The Wingfields are a family whose social status has declined along with its financial status. For the two young adult children, the vision of an unpromising future is just as burdensome as their current poverty-line subsistence. For the mother, however, the decline is disastrous because she is plagued with the memory of her privileged upbringing.
Amanda, the mother, was raised in a well-to-do family in an era when upper-class girls were strongly discouraged from developing any practical skills. Such girls were expected to marry well, into a family at least as wealthy and well-connected as their own. Amanda did not do so; she married an irresponsible dreamer. His impracticality combined with the extreme reversals of the Depression spelled disaster, and he abandoned the family.
As Amanda has slowly reconciled herself to the fact of her financial limitations, she tries to earn some income. She has imparted to her children, however, the idea of superior status; she cannot see how much more difficult this notion makes their lives. Because she cannot acknowledge that there were any flaws in her upbringing or in the society that encouraged that way of life, she tries to make her children feel like failures.

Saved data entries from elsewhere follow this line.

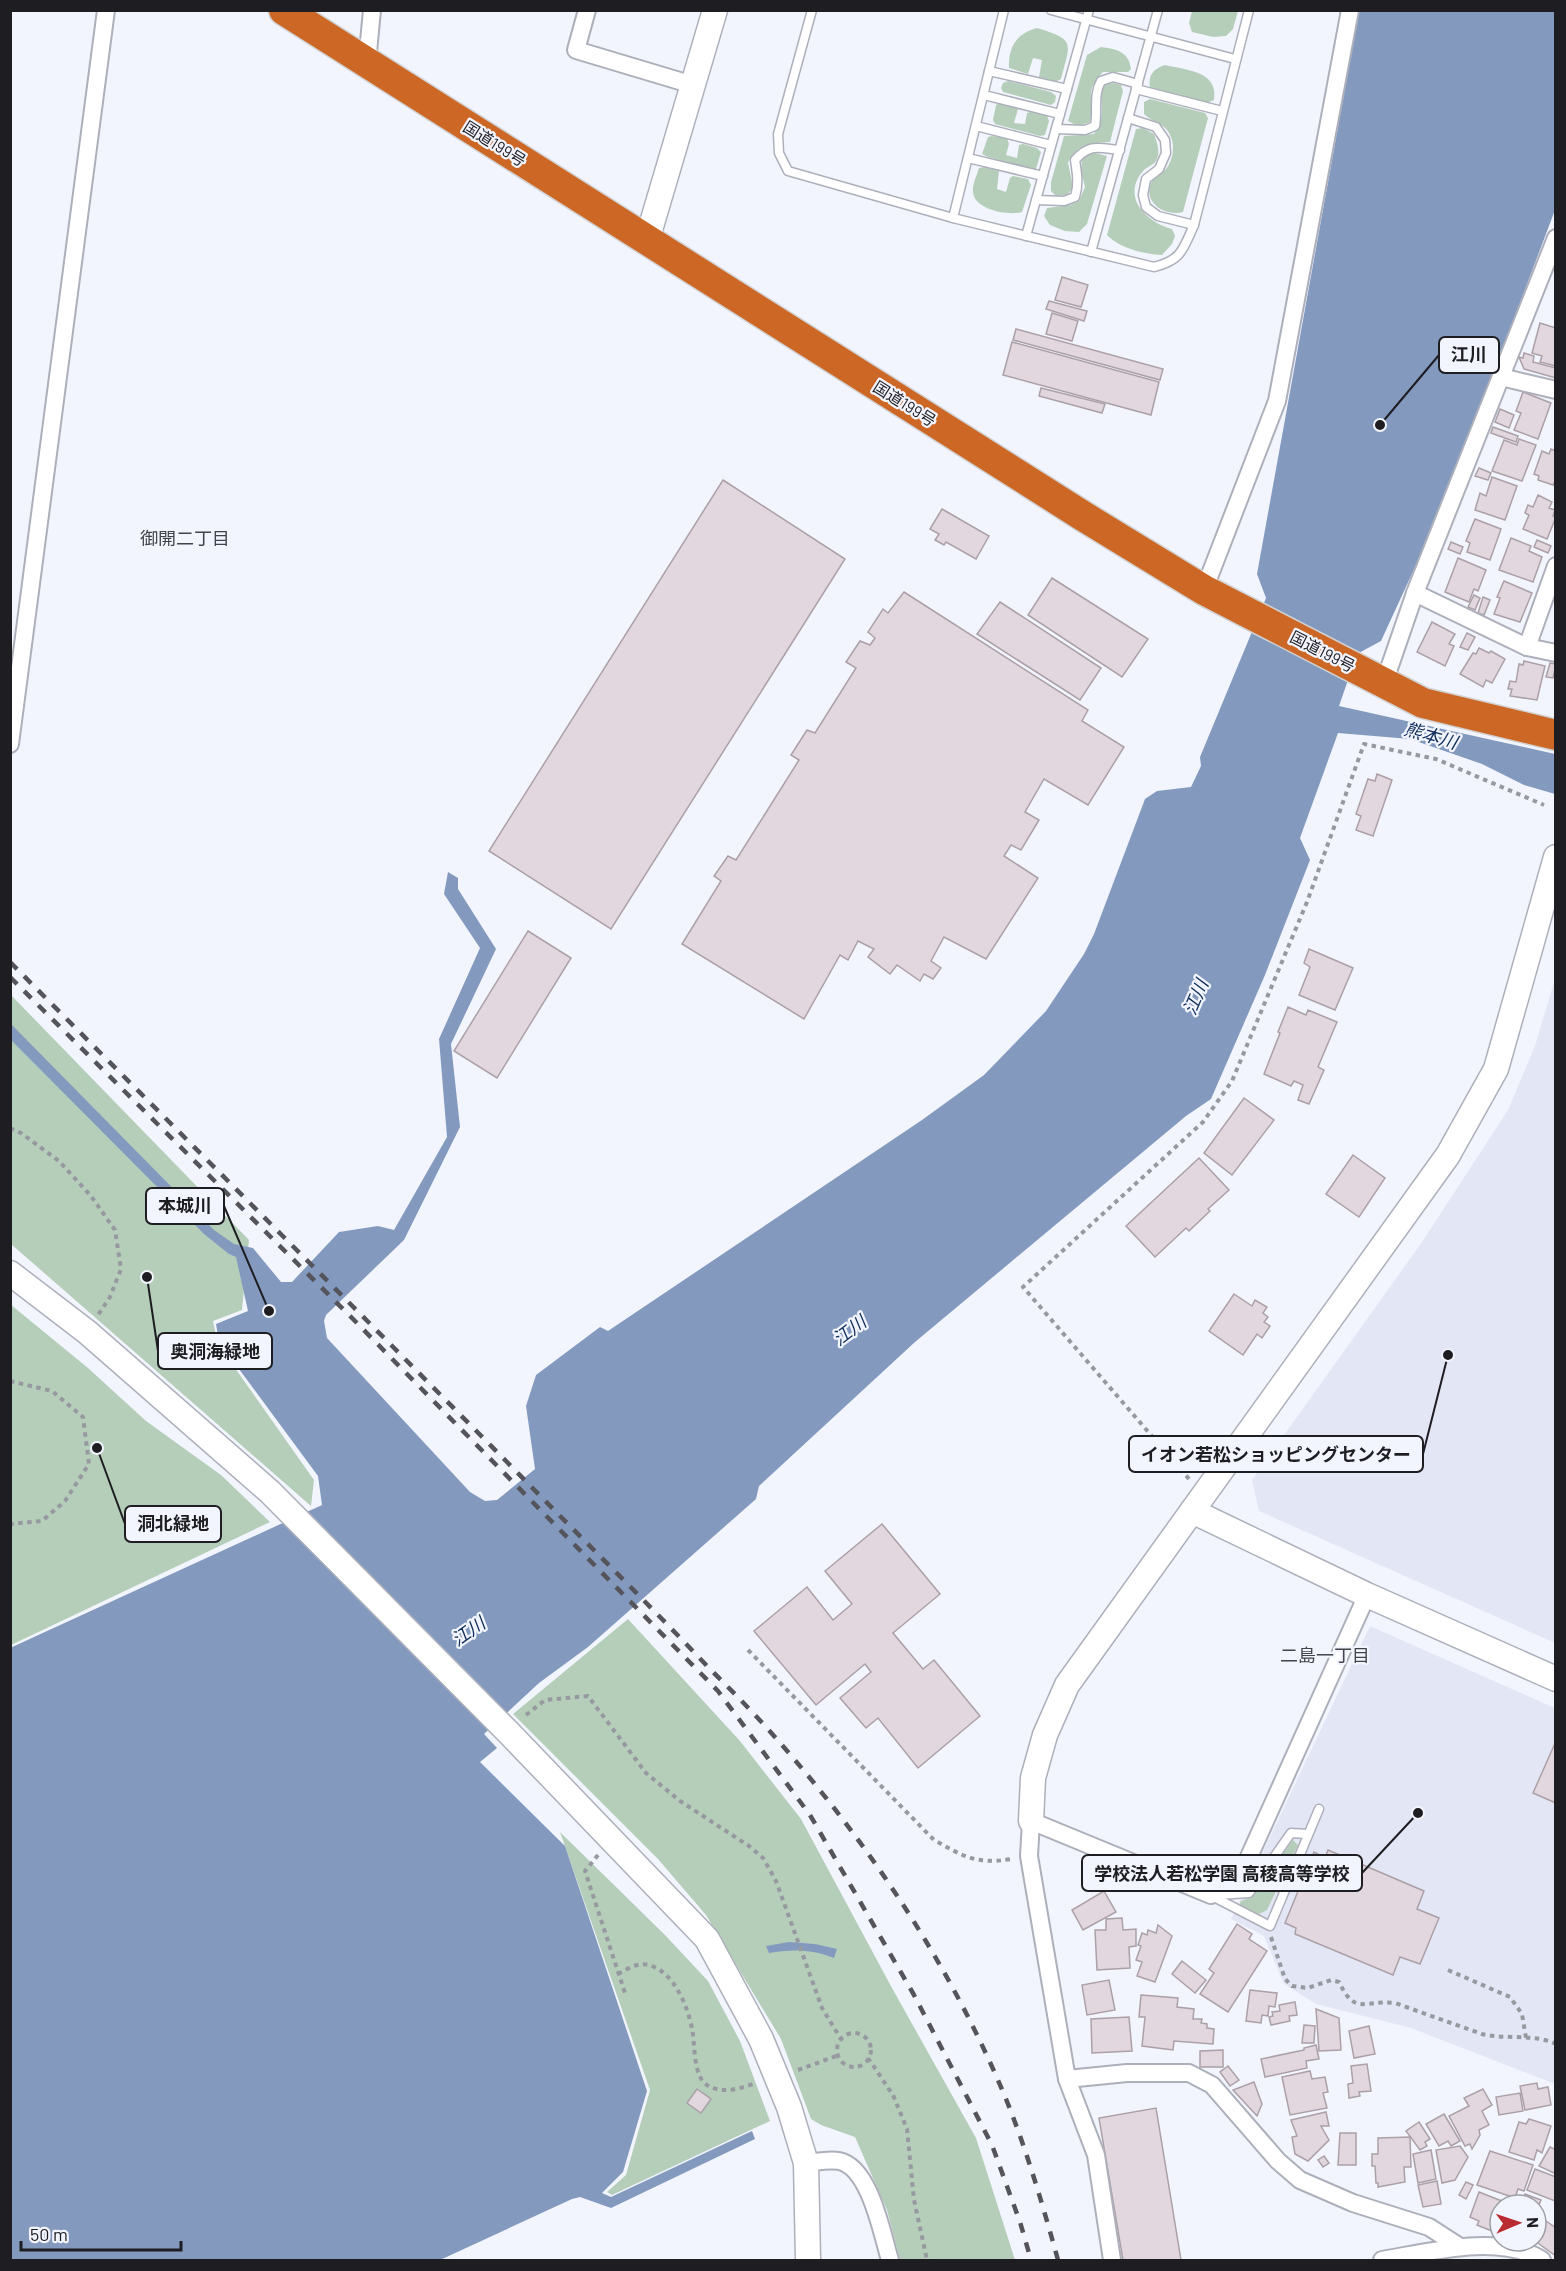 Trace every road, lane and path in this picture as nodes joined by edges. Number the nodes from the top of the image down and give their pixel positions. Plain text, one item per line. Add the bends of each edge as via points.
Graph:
1 (106, 10) edge
2 (284, 10) edge
3 (372, 10) edge
4 (587, 10) edge
5 (715, 10) edge
6 (812, 10) edge
7 (1004, 10) edge
8 (1052, 10) edge
9 (1158, 10) edge
10 (1249, 10) edge
11 (1350, 10) edge
12 (1088, 15) edge
13 (1151, 37) junction
14 (1235, 59) junction
15 (367, 63) junction
16 (989, 71) junction
17 (693, 85) junction
18 (1137, 87) junction
19 (1067, 89) junction
20 (984, 95) junction
21 (1222, 111) junction
22 (1060, 114) junction
23 (1128, 118) junction
24 (976, 126) junction
25 (1056, 129) junction
26 (1052, 145) junction
27 (1120, 150) junction
28 (968, 158) junction
29 (1043, 176) junction
30 (1036, 200) junction
31 (953, 219) junction
32 (1194, 225) junction
33 (1026, 236) junction
34 (1556, 238) edge
35 (647, 240) junction
36 (1091, 252) junction
37 (1501, 377) junction
38 (1556, 390) edge
39 (1556, 566) edge
40 (1211, 593) junction
41 (1415, 593) junction
42 (1527, 647) junction
43 (1556, 653) edge
44 (1378, 679) junction
45 (1556, 735) edge
46 (10, 744) edge
47 (1544, 806) dead end
48 (1556, 857) edge
49 (10, 1128) edge
50 (10, 1273) edge
51 (87, 1332) junction
52 (10, 1381) edge
53 (1192, 1483) dead end
54 (1192, 1511) junction
55 (10, 1524) edge
56 (1367, 1595) junction
57 (747, 1650) dead end
58 (1556, 1679) edge
59 (526, 1715) dead end
60 (1319, 1809) dead end
61 (1031, 1821) junction
62 (1308, 1834) junction
63 (598, 1855) dead end
64 (1029, 1856) junction
65 (1211, 1895) junction
66 (1270, 1926) junction
67 (1448, 1970) dead end
68 (618, 1974) junction
69 (625, 1993) dead end
70 (842, 2038) junction
71 (1526, 2038) junction
72 (1556, 2044) edge
73 (838, 2055) junction
74 (868, 2058) junction
75 (798, 2070) dead end
76 (1067, 2079) junction
77 (761, 2081) dead end
78 (806, 2163) junction
79 (1460, 2247) junction
80 (808, 2260) edge
81 (890, 2260) edge
82 (927, 2260) edge
83 (1112, 2260) edge
84 (1382, 2260) edge
85 (1542, 2260) edge

1 - 46 street
2 - 15 highway, 国道199号
3 - 15 street
4 - 17 street via 576,50
5 - 17 street
6 - 31 lane via 778,134 779,153 788,171
7 - 16 lane
8 - 12 lane
9 - 13 lane
10 - 14 lane
11 - 40 street via 1277,401
12 - 13 lane
12 - 19 lane
13 - 14 lane
13 - 18 lane
14 - 21 lane
15 - 35 highway, 国道199号
16 - 19 lane
16 - 20 lane
17 - 35 street
18 - 21 lane
18 - 23 lane
18 - 25 lane via 1113,77 1101,81 1096,90 1095,126 1085,130
19 - 22 lane
20 - 22 lane
20 - 24 lane
21 - 32 lane
22 - 25 lane
23 - 27 lane
23 - 32 lane via 1156,127 1165,141 1166,153 1159,169 1146,179 1146,207 1158,216
24 - 26 lane
24 - 28 lane
25 - 26 lane
26 - 29 lane
27 - 30 lane via 1084,150 1075,160 1075,197 1064,201
27 - 36 lane
28 - 29 lane
28 - 31 lane
29 - 30 lane
30 - 33 lane
31 - 33 lane
32 - 36 lane via 1182,250 1170,262 1154,267
33 - 36 lane
34 - 37 street
35 - 40 highway, 国道199号
37 - 38 street
37 - 41 street
39 - 42 street
40 - 44 highway, 国道199号
41 - 42 street
41 - 44 street
42 - 43 street
44 - 45 highway, 国道199号 via 1424,703
47 - 53 path via 1437,759 1365,744 1307,902 1233,1081 1203,1122 1023,1287
48 - 54 street via 1496,1069 1448,1155
49 - 51 path via 59,1161 91,1196 114,1230 121,1269 110,1297
50 - 51 street
51 - 78 street via 270,1492 707,1939 761,2039 789,2107
52 - 55 path via 52,1391 83,1417 89,1464 65,1501 42,1521
54 - 56 street
54 - 61 street via 1067,1685 1045,1735 1033,1778
56 - 58 street
56 - 65 street via 1239,1879
57 - 64 path via 934,1840 968,1859 996,1862
59 - 70 path via 545,1700 588,1696 646,1773 680,1802 763,1858 776,1881 822,2008
60 - 62 lane
61 - 64 street
61 - 65 street
62 - 65 lane via 1291,1833 1249,1893
62 - 66 lane
63 - 68 path via 585,1871
64 - 76 street
65 - 66 lane
66 - 71 path via 1285,1978 1292,1986 1308,1988 1331,1980 1339,1982 1347,1998 1363,2005 1395,2003 1496,2038
67 - 71 path via 1510,1997 1522,2014
68 - 69 path
68 - 77 path via 649,1965 671,1980 692,2027 699,2076 705,2085 732,2090
70 - 73 path
70 - 74 path via 851,2033 866,2038 871,2047
71 - 72 path
73 - 74 path via 844,2063 855,2067
73 - 75 path
74 - 82 path via 893,2095 907,2129 914,2200
76 - 79 street via 1127,2073 1189,2073 1212,2085 1278,2161 1300,2180 1353,2203 1429,2227
76 - 83 street via 1096,2155
78 - 80 street
78 - 81 street via 840,2161 860,2175 871,2197
79 - 84 street
79 - 85 street via 1510,2247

Laura has internalized this criticism and, the playwright suggests, will be unable to provide for herself. If Amanda cannot increase her earnings after Tom leaves, the women will become dependent on social services. Tom both engages in wage labor and formulates a vision of personal success that requires him to extricate himself from his mother's tenacious, nostalgic grip.
As a family unit, Tom, Laura, and Amanda are first impacted by the Great Depression through the departure of Amanda's husband (Tom and Laura's father). Unraveled by the collapsed economy, Amanda's husband chooses to execute a "poor man's divorce" by leaving his family with no advanced warning.
This action forces Tom into a position of tremendous responsibility within the family, and he takes a job at a shoe warehouse in order to financially support his mother and sister. Meanwhile, his real dream is to be a poet. This interest in the arts seems to serve as a mental escape from the tedious nature of his work and the burden of his role as the breadwinner. The pressure of this situation eventually becomes too much to bear, and Tom chooses to escape this limited life by leaving his home behind.
The financial peril of the family also impacts Amanda, who remains greatly affected by the departure of her husband. Amanda cannot make enough money working at the magazine to support her children. With Tom already working, she attempts to force Laura to take a business class and actively scopes out a suitable husband for the girl, eventually idolizing Jim as the man who will save them from their dire situation. The revelation that Jim is actually already engaged becomes a devastating blow to Amanda, who lashes out at Tom in anger; in a way, this experience mirrors the disappointment she faces in her abandonment at the hands of her husband.
Meanwhile, Laura must cope with her mother's intense pressure, her brother's dissatisfaction, and the weight of her own disability. Due to her intense introversion, self-consciousness, and dependence on her family, Laura becomes increasingly alienated from the outside world. This is a problem that is only psychologically worsened by the impact of the Great Depression and the attitude of scarcity that prevailed at the time. She becomes complicit in the search for a spouse simply to unburden Tom; she does not want to live off of his earnings for the rest of her life, knowing that this responsibility is suffocating him. As a dropout, a female, and a physically limited person, Laura has very few prospects in the world, and marriage is her only real option for financial stability.